▶ [THE PROBLEM] Keep only the lines of the data below that contain "Bulvarı", and copy them.

[Collected data entries]
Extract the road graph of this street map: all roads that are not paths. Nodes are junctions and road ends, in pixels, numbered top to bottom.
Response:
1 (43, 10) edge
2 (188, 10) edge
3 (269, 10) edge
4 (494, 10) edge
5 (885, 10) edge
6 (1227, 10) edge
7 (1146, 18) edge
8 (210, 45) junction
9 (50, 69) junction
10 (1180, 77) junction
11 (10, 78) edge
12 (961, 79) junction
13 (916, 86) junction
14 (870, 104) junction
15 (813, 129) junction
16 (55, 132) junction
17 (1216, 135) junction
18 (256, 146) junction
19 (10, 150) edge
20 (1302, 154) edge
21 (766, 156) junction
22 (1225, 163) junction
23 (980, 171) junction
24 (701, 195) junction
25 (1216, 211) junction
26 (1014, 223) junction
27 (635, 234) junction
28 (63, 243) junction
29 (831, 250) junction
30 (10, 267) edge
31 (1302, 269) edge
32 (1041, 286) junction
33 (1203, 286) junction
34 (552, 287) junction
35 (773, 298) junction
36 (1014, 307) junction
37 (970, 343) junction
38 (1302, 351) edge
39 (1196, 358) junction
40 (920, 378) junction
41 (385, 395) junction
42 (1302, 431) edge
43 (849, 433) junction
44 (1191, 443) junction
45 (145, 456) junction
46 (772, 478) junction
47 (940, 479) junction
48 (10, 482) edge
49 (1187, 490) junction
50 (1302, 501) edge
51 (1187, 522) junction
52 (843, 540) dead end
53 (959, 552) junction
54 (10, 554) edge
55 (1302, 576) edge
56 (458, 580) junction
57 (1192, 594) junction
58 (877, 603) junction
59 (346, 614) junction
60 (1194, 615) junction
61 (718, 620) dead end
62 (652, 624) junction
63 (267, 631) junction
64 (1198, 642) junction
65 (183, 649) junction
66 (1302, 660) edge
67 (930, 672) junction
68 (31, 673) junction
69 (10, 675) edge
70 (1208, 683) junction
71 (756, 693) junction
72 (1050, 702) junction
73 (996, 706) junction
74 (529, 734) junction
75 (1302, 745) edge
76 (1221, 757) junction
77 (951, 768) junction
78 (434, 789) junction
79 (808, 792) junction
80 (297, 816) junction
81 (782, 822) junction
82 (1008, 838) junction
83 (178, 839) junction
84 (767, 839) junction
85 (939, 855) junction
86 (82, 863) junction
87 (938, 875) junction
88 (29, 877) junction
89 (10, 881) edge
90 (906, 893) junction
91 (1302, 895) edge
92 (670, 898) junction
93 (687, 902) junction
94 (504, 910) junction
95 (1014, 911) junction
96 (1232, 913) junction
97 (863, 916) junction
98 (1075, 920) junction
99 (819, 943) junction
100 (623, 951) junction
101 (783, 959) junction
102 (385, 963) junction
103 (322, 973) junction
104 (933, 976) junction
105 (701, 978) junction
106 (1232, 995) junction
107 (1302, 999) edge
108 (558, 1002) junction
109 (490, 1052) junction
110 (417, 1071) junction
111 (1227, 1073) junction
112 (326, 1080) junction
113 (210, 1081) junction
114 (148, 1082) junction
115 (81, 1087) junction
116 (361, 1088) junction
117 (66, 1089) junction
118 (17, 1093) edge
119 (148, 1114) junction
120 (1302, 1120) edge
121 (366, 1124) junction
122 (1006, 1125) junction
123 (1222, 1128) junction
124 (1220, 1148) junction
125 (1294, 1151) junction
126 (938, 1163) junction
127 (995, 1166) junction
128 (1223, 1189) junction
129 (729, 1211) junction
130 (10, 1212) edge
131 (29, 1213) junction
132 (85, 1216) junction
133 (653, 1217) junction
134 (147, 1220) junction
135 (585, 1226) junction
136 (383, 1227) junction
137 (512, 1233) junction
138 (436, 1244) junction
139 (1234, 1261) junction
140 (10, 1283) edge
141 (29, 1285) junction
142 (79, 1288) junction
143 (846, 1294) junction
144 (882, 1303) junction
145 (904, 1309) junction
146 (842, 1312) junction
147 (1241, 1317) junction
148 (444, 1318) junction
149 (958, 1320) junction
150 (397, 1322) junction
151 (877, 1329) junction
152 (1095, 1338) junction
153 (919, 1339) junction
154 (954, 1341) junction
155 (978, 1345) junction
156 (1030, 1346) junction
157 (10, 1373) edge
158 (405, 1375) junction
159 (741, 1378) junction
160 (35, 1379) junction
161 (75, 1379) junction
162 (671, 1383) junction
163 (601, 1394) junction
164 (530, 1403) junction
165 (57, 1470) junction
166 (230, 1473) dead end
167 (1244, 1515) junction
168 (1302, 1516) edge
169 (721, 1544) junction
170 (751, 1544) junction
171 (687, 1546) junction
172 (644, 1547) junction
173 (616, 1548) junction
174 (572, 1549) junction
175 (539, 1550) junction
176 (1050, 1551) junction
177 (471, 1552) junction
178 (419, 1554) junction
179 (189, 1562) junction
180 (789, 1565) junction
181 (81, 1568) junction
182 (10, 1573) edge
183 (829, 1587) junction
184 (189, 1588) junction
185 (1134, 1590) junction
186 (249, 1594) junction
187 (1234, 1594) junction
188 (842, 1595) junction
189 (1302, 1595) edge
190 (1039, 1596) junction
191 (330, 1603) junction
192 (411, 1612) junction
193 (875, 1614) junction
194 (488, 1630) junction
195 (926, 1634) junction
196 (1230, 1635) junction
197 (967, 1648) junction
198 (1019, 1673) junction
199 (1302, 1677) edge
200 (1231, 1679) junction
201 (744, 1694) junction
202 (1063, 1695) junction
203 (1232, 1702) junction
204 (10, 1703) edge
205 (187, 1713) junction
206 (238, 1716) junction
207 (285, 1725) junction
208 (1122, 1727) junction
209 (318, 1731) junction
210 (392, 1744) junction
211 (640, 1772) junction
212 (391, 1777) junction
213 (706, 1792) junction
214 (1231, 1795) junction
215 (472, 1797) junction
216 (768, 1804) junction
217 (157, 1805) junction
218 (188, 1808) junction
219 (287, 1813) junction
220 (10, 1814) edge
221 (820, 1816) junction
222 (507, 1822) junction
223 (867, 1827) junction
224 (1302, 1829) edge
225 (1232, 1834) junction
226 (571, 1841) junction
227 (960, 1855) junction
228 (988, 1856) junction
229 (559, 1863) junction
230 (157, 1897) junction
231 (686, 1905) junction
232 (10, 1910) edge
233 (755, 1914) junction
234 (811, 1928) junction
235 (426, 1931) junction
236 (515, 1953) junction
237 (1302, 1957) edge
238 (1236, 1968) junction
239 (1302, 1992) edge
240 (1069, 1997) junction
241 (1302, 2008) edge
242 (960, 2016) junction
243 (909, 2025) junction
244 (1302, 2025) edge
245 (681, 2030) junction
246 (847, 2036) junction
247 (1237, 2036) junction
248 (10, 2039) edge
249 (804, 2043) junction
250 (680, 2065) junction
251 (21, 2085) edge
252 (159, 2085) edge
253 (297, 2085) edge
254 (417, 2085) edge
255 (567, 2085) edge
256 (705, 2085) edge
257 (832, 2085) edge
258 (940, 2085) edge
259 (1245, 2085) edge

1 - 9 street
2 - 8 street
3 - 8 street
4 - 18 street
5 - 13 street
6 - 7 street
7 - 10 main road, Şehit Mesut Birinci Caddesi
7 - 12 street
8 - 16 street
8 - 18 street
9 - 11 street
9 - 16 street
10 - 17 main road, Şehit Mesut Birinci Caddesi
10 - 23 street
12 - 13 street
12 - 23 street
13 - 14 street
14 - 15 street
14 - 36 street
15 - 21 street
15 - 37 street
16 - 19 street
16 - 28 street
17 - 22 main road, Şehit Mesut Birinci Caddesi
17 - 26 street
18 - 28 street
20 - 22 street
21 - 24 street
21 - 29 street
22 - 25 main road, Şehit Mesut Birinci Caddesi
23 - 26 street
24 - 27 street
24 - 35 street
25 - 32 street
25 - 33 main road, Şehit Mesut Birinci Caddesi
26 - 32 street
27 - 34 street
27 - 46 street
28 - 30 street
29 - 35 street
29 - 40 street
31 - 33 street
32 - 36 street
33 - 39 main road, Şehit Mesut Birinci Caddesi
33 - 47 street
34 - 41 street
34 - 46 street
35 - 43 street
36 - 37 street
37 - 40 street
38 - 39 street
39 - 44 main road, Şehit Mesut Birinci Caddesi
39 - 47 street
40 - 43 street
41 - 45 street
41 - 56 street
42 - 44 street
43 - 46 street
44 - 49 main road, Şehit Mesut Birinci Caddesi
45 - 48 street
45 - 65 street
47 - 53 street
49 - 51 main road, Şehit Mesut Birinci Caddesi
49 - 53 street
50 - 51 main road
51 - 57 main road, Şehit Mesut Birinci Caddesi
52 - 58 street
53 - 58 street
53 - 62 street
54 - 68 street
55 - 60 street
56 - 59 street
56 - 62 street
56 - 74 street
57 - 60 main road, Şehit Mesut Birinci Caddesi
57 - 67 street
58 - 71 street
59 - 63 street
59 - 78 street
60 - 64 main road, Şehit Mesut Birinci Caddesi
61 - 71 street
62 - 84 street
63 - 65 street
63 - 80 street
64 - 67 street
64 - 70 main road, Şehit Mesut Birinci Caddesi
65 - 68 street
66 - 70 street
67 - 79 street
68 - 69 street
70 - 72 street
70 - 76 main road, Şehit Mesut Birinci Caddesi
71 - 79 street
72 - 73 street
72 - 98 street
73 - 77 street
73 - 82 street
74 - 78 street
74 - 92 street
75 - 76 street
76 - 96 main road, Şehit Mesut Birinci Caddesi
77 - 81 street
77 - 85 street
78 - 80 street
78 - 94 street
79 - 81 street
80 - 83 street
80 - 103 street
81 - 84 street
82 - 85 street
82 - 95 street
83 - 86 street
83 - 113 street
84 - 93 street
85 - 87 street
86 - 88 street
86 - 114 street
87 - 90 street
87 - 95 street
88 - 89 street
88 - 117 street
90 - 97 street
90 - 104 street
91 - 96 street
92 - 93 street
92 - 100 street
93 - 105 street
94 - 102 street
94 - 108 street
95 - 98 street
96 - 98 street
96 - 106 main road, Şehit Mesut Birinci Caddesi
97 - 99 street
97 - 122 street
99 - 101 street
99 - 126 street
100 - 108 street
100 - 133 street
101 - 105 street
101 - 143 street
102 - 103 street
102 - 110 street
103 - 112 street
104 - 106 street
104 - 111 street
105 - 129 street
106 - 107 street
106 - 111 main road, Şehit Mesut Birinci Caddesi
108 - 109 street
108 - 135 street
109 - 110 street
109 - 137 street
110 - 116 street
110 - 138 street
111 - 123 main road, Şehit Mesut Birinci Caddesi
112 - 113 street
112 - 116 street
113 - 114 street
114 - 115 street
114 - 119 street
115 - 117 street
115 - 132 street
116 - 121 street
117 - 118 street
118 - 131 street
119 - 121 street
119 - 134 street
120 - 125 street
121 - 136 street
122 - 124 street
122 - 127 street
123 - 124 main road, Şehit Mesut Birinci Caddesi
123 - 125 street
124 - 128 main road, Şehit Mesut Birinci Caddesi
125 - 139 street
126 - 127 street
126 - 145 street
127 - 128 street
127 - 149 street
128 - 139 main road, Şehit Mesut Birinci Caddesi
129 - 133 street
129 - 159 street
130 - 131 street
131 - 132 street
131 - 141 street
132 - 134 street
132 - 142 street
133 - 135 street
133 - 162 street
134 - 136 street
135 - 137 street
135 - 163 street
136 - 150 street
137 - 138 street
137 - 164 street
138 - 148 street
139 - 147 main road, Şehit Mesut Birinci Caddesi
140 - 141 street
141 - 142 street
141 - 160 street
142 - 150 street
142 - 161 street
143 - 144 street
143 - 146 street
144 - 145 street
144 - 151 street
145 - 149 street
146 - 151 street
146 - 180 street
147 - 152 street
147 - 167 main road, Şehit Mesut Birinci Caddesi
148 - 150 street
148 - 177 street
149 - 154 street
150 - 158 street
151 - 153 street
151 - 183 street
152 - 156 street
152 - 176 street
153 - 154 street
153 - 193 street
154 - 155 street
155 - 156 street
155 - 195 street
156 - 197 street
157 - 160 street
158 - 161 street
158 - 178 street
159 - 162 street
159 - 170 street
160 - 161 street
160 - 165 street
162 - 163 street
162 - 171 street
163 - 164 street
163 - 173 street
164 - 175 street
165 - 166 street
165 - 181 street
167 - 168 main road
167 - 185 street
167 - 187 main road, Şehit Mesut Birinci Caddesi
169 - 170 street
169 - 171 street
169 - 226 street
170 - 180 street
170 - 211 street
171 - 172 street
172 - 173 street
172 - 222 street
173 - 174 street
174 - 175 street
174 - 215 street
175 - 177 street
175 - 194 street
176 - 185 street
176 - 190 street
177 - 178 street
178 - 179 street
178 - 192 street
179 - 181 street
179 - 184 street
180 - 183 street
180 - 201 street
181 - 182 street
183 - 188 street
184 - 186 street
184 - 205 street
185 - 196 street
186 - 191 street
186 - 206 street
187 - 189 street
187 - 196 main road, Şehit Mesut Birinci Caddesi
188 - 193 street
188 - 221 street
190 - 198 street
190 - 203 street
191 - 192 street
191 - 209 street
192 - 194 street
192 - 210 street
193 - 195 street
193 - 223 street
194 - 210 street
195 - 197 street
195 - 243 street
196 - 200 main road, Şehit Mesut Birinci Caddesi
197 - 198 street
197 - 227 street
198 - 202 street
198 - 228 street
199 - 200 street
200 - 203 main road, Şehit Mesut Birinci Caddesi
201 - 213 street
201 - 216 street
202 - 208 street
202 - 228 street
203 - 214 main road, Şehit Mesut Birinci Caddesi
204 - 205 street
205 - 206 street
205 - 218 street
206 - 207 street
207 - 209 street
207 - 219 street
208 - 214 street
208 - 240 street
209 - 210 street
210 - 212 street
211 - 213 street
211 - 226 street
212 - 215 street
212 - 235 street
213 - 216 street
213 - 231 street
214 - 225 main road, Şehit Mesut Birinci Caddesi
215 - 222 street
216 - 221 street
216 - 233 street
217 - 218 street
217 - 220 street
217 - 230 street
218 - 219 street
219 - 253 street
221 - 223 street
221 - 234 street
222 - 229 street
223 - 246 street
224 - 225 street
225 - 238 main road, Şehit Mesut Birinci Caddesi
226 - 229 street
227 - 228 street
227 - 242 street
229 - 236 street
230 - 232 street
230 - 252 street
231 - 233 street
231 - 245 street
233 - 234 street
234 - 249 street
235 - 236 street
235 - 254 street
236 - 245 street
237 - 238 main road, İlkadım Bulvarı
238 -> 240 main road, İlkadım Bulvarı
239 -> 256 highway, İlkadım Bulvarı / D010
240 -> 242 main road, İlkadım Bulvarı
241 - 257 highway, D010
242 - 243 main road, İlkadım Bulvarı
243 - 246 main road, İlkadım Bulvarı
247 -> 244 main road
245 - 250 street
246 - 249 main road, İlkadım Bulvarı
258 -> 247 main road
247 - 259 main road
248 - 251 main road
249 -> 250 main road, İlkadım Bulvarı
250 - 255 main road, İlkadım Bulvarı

▶ [OUTPUT FOR THIS EXERCISE]
237 - 238 main road, İlkadım Bulvarı
238 -> 240 main road, İlkadım Bulvarı
239 -> 256 highway, İlkadım Bulvarı / D010
240 -> 242 main road, İlkadım Bulvarı
242 - 243 main road, İlkadım Bulvarı
243 - 246 main road, İlkadım Bulvarı
246 - 249 main road, İlkadım Bulvarı
249 -> 250 main road, İlkadım Bulvarı
250 - 255 main road, İlkadım Bulvarı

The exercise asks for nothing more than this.